Sai Karthik composed the music and the background score for the film. The film's audio launch was held on 20 March 2014 at the Sree Vidyanikethan Engineering College in Tirupati, and the album was distributed under the Puri Sangeet label. On 29 March, a separate album featuring the original score was released as a tribute to veteran composer Ilaiyaraaja, whom Varma worked on Siva (1989). The cycle chase theme from Siva was integrated as the main theme for the film.

== Release ==
In early March 2014, it was reported that the film would release worldwide on 28 March 2014 clashing with Nandamuri Balakrishna's Legend. On 19 March 2014 it was officially declared that the film would release on 4 April 2014 in India and a day before i.e. on 3 April 2014 in USA. It was also reported later that the film will release with English subtitles in major markets worldwide to take full advantage of RGV film's pull across India and in the global markets. However, the leaders of Uttarandhra Joint Action Committee launched a morcha in Visakhapatnam demanding to ban the release of the movie. Alleging that the movie promotes rowdyism, the protesters stated that they will be filing a petition with the Election Commission to ban the film's release. The protesters contested that the episodes in the movie could be inflammatory. Meanwhile, the film was awarded an A certificate without any cuts from Central Board of Film Certification.

==Reception==
The film received positive reviews from critics, though they drew comparisons and similarities with Varma's previous film Sarkar.

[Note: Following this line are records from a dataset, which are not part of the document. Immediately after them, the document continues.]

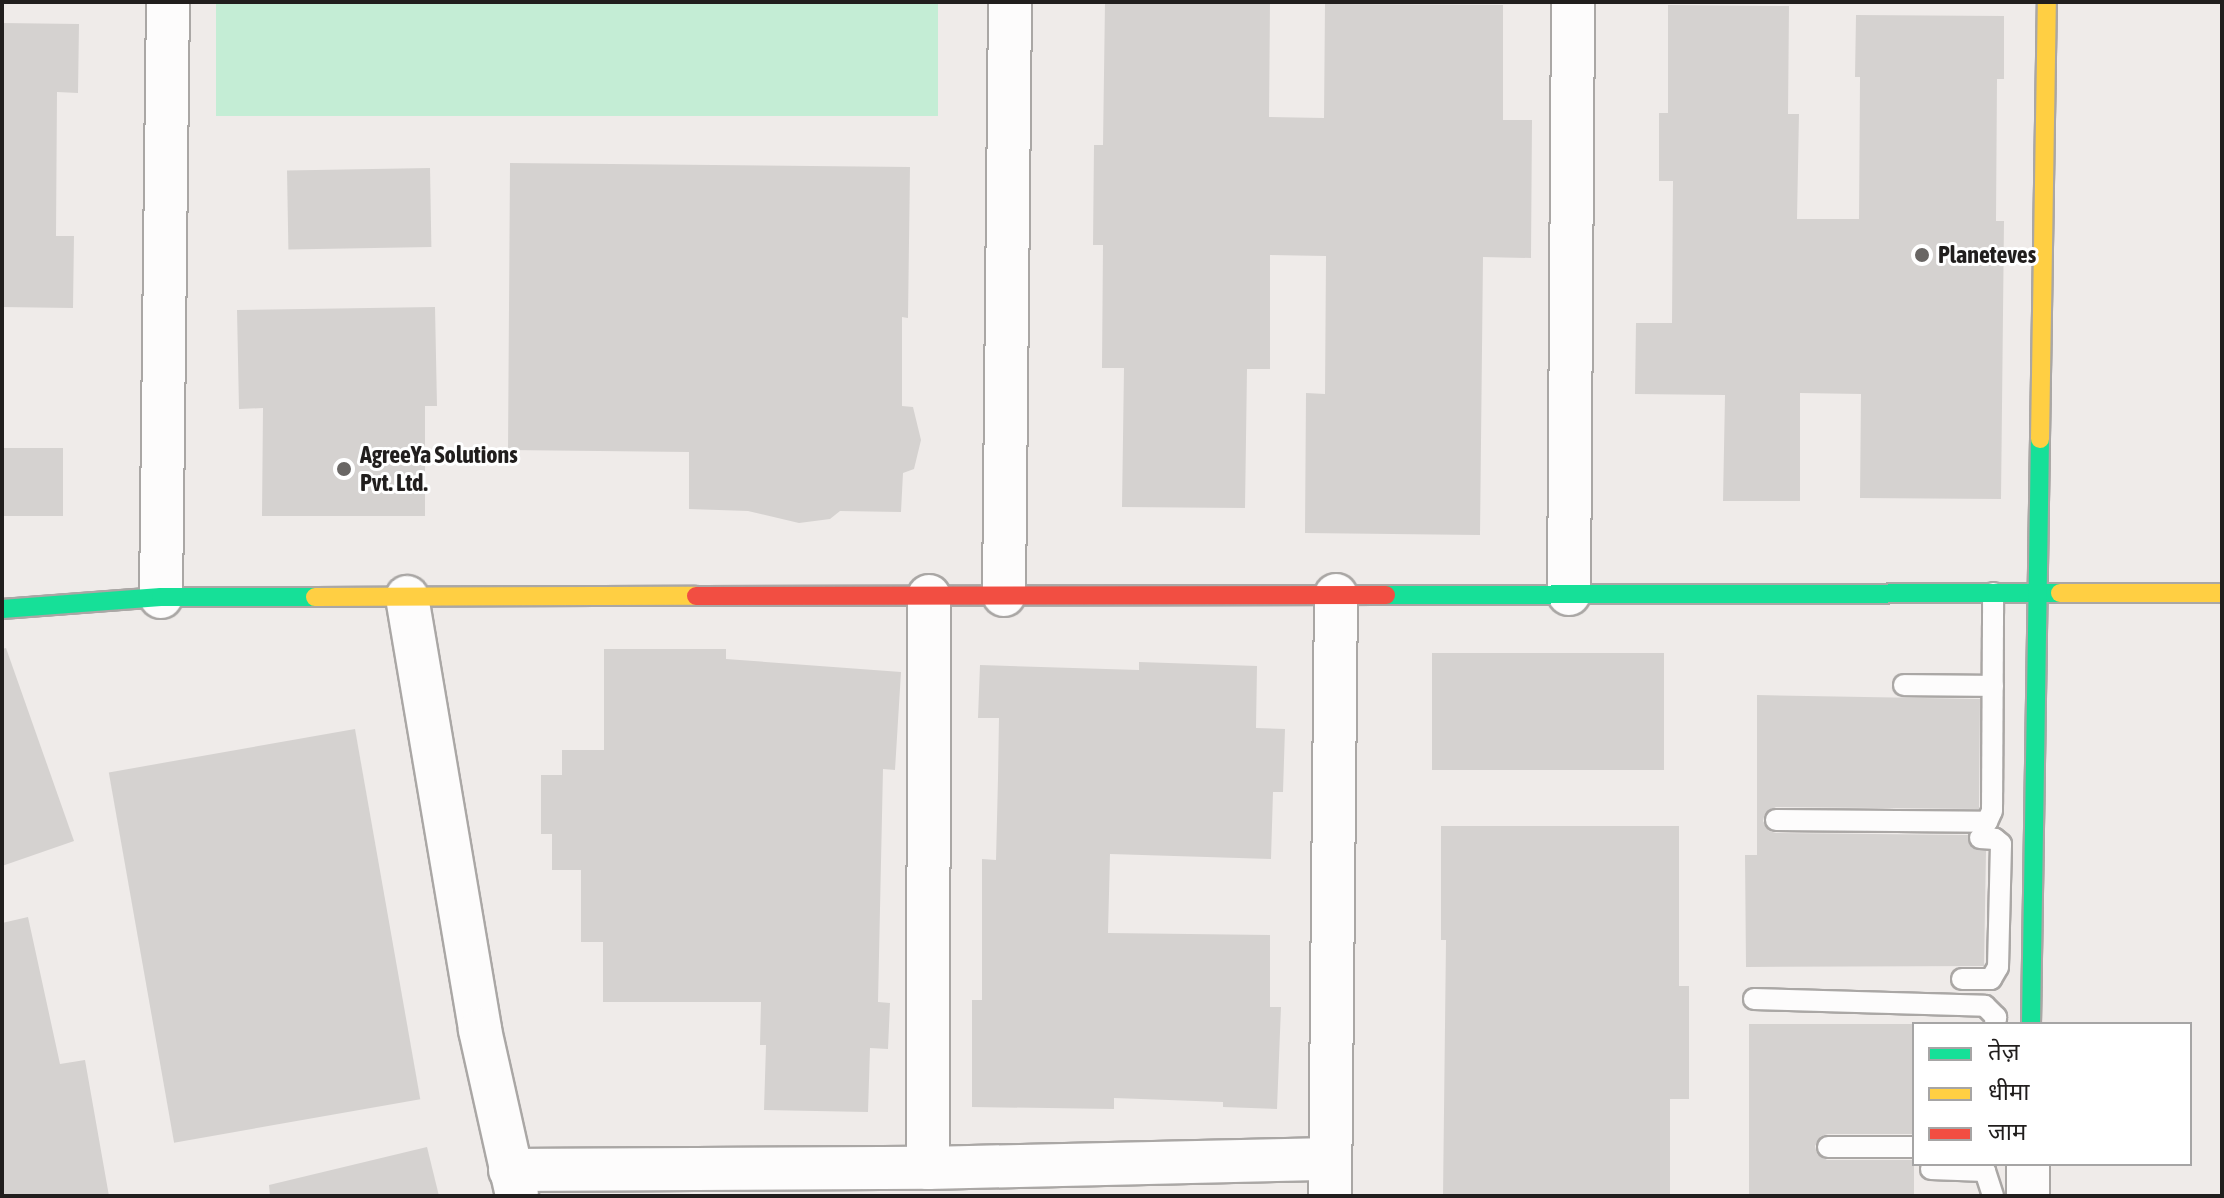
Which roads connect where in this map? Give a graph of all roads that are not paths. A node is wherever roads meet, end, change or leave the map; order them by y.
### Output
1 (168, 2) edge
2 (1010, 2) edge
3 (1573, 2) edge
4 (2047, 2) edge
5 (1993, 593) junction
6 (2038, 593) junction
7 (2222, 593) edge
8 (1569, 594) junction
9 (1004, 595) junction
10 (1336, 595) junction
11 (929, 596) junction
12 (161, 597) junction
13 (407, 597) junction
14 (2, 609) edge
15 (1904, 685) dead end
16 (1993, 686) junction
17 (1776, 820) dead end
18 (1980, 838) dead end
19 (2001, 844) junction
20 (2034, 845) junction
21 (1998, 967) junction
22 (2032, 969) junction
23 (1962, 979) dead end
24 (1754, 999) dead end
25 (1996, 1020) edge
26 (2031, 1021) edge
27 (1828, 1147) dead end
28 (1912, 1147) edge
29 (2028, 1166) edge
30 (928, 1168) junction
31 (1931, 1169) dead end
32 (1330, 1177) edge
33 (514, 1183) edge
34 (1993, 1196) edge
35 (2028, 1196) edge

1 - 12 street
2 - 9 street
3 - 8 street
4 - 6 street
5 - 6 street
5 - 8 street
5 - 16 lane
6 - 7 street
6 - 20 street
8 - 10 street
9 - 10 street
9 - 11 street
10 - 32 street
11 - 13 street
11 - 30 street
12 - 13 street
12 - 14 street
13 - 33 street
15 - 16 lane
16 - 17 lane
18 - 19 lane
19 - 20 lane
19 - 21 lane
20 - 22 street
21 - 22 lane
21 - 23 lane
22 - 26 street
24 - 25 lane
25 - 26 lane
27 - 28 lane
29 - 35 street
30 - 32 street
30 - 33 street
31 - 34 lane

The Hindu gave a review stating "The film is helped hugely by good performances from Mohan Babu, Vishnu and Jayasudha. While Varma can be commended for channelising Mohan Babu’s aggression in an apt role, one wishes he hadn’t made the actor say ‘respect’ so many times that it becomes a joke. Rowdy is one of the better films from Varma is recent times but offers nothing new in content." Oneindia Entertainment gave a review stating "Overall, Ram Gopal Varma has taken the story from his Sarkar and weaved a different screenplay for Rowdy keeping Telugu audience in mind. He has also added a few commercial ingredients to it. It is a good entertainer and will be a treat for action lovers. Must watch the film for Mohan Babu fans" and rated the film 3/5. Deccan Chronicle gave a review stating "Varma’s films are always technically good and ‘Rowdy’ is no exception. The action sequences are well choreographed, especially the one where goons surround Mohan Babu. RGV, however, is still out of touch and most of the scenes and camera angles are mere repetitions of his earlier films. If you haven't seen ‘Sarkar’, you can watch ‘Rowdy’, especially for Mohan Babu's performance" and rated the film 2.5/5.

123telugu.com gave a review stating "‘Rowdy’ is an intense action thriller that makes for a good watch. If you have seen Godfather, the impact may be a little less. The movie's appeal might be limited to A centers alone. Watch the film for Mohan Babu" and rated the film 3.25/5. idlebrain.com gave a review stating "Mohan Babu is a superb actor. After M Dharmaraju MA and Rayalaseema Ramanna Chowdary, this is the most compelling character he has done in his career. It took a director of Ram Gopal Varma calibre to present Mohan Babu in a natural avatar. Plus points of the film are Mohan Babu, Vishnu Manchu, and their characterizations. On the flip side, a toned-down violence and a compelling second half would have made the movie more universal. On a whole, Rowdy is a special film that adds a feather to the cap of Mohan Babu" and rated the film 3/5. IndiaGlitz gave a review stating "If you wanted to see Mohan Babu do an Amitabh Bachchan while retaining his irreverent style, 'Rowdy' fulfills that urge. The discerning might lament it as a dumbed-down version of Sarkar, though" and rated the film 3.25/5.